0

Setup:

Visualize a large array of numbers where each number represents a height of a bar on a bar graph.

Ex: [5, 4, 3, 7, 2, 3, 1, 12]

       █
       █
       █
       █
       █
   █   █
   █   █
█  █   █
██ █   █
████ █ █
██████ █
████████

Analyze:

This is the bar graph of the previous numbers. What I need to find is the area containted in the graph in number of open (or unfilled) units.

Solution (Pt.1):

To go about this I made an algorithm to calculate all the peaks in the array.

This returns : [5, 7, 3, 12] as well as another list with the indices of each entry, [0,3,5,7]
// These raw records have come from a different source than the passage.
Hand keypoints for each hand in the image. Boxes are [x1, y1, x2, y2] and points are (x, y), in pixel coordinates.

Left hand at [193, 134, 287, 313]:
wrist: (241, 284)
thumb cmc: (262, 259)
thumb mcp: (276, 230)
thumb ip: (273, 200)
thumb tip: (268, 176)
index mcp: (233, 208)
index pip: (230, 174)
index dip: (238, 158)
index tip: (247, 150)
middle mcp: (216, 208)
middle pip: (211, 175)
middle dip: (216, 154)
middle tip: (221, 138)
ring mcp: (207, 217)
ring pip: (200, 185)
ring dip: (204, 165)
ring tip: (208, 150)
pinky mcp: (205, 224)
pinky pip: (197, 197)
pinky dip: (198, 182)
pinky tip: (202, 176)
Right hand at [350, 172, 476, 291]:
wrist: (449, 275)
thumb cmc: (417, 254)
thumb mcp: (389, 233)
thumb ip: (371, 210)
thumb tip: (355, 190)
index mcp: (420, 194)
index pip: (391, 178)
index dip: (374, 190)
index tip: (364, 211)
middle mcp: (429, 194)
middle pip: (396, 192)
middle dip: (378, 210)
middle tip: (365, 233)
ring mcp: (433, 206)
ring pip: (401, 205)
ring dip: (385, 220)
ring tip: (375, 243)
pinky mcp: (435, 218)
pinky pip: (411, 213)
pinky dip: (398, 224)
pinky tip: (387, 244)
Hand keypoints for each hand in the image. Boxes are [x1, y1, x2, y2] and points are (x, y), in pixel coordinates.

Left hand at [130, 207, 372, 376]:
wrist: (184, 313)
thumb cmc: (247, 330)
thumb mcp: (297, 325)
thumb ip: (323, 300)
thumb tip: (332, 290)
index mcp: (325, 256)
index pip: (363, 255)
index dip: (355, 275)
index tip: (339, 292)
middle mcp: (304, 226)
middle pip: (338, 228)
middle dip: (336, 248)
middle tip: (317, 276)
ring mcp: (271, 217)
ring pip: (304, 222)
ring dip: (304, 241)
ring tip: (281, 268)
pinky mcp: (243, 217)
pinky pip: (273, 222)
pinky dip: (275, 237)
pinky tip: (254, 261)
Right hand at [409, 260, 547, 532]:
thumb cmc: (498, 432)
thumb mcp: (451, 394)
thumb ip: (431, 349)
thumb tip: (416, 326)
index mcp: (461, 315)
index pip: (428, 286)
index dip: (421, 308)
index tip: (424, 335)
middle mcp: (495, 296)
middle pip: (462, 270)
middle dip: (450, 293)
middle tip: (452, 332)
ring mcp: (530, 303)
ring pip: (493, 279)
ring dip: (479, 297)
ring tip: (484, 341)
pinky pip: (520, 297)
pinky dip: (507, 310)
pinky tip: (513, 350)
To us, there are only three important peaks to find the area. The 5, the 7, and the 12. We can then break it down like this.

The amount of open area in between the 5 and 7 is (general rule):

(([Index Of Larger] - [Index Of Smaller] - [1])*[SmallerValue]) - [Values Of All In B/W]

So the area of the first section would be (2*5) - (4+3) or 10-7 or 3. THis makes sense because if you look at the graph you see there is an empty L shaped section that you could fit 3 units of say, water in without it overflowing. If you repeat this with the second section you get its correct area as well.

My issue is developing an algorithm to go from ALL PEAKS to the IMPORTANT PEAKS.

Misleading:

In this case it is extremely easy to see how that could be done. You simply write an algo to find that the 3 is smaller than the 7 and the 12 so get rid of it and return a refined version of the peaks.

However it is not always that simple.

More Difficult Example:

I have an array:

[5, 4, 3, 7, 2, 3, 1, 12, 9, 10, 5, 3, 6, 8, 5, 6, 4, 7, 6, 9, 4, 11, 11, 4, 1, 2, 1]

Running it through a basic custom peak finding algorithm O(N) It returns:

[5, 7, 3, 12, 10, 8, 6, 7, 9, 11, 11, 4, 2]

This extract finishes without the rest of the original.